▶ Data shown:
[Start of section]

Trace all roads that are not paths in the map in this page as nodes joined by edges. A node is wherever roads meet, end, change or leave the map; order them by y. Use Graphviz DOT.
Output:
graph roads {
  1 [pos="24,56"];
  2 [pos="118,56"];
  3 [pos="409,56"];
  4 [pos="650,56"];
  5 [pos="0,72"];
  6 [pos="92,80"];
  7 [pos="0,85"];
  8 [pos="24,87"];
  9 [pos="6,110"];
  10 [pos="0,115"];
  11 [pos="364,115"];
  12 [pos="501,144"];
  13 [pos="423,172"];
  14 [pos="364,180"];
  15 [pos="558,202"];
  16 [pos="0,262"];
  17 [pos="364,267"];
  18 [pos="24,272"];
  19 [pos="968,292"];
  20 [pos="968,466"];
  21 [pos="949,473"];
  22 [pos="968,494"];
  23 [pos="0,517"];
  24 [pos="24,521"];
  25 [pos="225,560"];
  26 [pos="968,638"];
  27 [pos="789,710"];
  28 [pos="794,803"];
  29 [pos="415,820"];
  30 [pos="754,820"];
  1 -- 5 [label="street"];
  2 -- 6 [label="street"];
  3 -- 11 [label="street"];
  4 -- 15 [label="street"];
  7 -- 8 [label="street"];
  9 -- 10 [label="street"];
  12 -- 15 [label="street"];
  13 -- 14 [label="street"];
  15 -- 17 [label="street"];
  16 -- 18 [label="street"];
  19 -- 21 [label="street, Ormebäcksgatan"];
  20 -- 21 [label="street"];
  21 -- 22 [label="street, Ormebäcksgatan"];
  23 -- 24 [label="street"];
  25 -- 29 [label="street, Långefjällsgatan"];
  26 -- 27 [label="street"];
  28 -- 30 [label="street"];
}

[End of section]
[Start of section]

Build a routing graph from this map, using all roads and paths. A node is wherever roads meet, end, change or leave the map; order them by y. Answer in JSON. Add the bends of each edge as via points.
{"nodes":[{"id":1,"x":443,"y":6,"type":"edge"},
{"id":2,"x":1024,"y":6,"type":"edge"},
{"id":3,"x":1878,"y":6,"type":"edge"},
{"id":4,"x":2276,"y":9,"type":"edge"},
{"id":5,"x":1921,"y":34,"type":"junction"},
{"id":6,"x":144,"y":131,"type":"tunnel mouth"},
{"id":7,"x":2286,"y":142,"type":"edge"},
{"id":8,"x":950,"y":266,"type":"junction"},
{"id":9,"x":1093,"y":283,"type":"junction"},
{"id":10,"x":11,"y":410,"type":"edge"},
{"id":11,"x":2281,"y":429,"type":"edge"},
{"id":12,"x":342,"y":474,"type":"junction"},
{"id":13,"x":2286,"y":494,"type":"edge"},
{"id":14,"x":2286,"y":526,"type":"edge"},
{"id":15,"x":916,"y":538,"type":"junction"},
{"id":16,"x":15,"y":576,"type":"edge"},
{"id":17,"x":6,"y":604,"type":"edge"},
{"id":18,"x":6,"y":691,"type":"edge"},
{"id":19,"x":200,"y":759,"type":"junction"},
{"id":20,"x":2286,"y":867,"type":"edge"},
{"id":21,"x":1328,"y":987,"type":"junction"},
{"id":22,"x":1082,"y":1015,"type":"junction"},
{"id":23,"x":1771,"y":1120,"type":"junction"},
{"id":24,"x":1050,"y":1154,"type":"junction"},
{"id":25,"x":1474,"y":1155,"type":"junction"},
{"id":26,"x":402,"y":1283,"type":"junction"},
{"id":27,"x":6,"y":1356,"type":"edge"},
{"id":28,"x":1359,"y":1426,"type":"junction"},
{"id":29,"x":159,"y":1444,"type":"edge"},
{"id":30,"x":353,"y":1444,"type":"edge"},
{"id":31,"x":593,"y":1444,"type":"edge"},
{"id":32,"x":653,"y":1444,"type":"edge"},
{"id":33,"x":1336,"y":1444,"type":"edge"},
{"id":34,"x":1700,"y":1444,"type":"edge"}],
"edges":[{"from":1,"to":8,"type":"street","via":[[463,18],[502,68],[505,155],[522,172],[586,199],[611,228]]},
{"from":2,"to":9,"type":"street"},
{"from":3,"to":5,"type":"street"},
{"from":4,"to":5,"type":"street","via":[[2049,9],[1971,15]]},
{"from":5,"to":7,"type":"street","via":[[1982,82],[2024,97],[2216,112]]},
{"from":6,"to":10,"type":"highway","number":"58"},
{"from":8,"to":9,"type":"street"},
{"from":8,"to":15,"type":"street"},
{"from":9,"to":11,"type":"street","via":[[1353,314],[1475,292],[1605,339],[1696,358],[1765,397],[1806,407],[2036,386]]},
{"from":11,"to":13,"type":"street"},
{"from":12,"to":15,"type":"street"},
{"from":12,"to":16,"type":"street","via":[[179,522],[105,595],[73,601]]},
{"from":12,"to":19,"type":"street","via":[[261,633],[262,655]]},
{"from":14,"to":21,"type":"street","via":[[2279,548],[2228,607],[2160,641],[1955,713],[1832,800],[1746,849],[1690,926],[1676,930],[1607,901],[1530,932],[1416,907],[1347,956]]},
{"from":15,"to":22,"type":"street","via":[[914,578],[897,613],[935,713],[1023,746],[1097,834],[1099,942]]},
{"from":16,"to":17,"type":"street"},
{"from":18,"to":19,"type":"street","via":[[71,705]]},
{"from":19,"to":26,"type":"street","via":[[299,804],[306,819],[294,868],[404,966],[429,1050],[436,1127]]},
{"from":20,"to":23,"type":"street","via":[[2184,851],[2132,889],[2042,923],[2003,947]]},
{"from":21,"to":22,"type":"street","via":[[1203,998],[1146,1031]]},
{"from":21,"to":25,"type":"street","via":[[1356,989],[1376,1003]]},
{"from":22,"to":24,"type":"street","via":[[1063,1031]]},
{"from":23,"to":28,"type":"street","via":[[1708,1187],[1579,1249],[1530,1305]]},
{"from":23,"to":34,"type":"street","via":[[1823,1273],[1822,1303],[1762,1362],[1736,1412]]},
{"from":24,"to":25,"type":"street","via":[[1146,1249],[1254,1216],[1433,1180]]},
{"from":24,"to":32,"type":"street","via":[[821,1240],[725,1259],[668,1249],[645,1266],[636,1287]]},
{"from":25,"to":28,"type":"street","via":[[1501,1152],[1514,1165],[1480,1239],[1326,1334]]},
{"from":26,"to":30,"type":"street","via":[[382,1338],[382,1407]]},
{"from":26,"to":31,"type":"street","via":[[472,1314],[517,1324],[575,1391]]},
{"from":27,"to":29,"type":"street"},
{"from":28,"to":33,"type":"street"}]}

[End of section]

▶ Exercise requirements: Check every line of the entries for "nodes" and report how many lines contain it, without any other words.

▶ Final answer: 2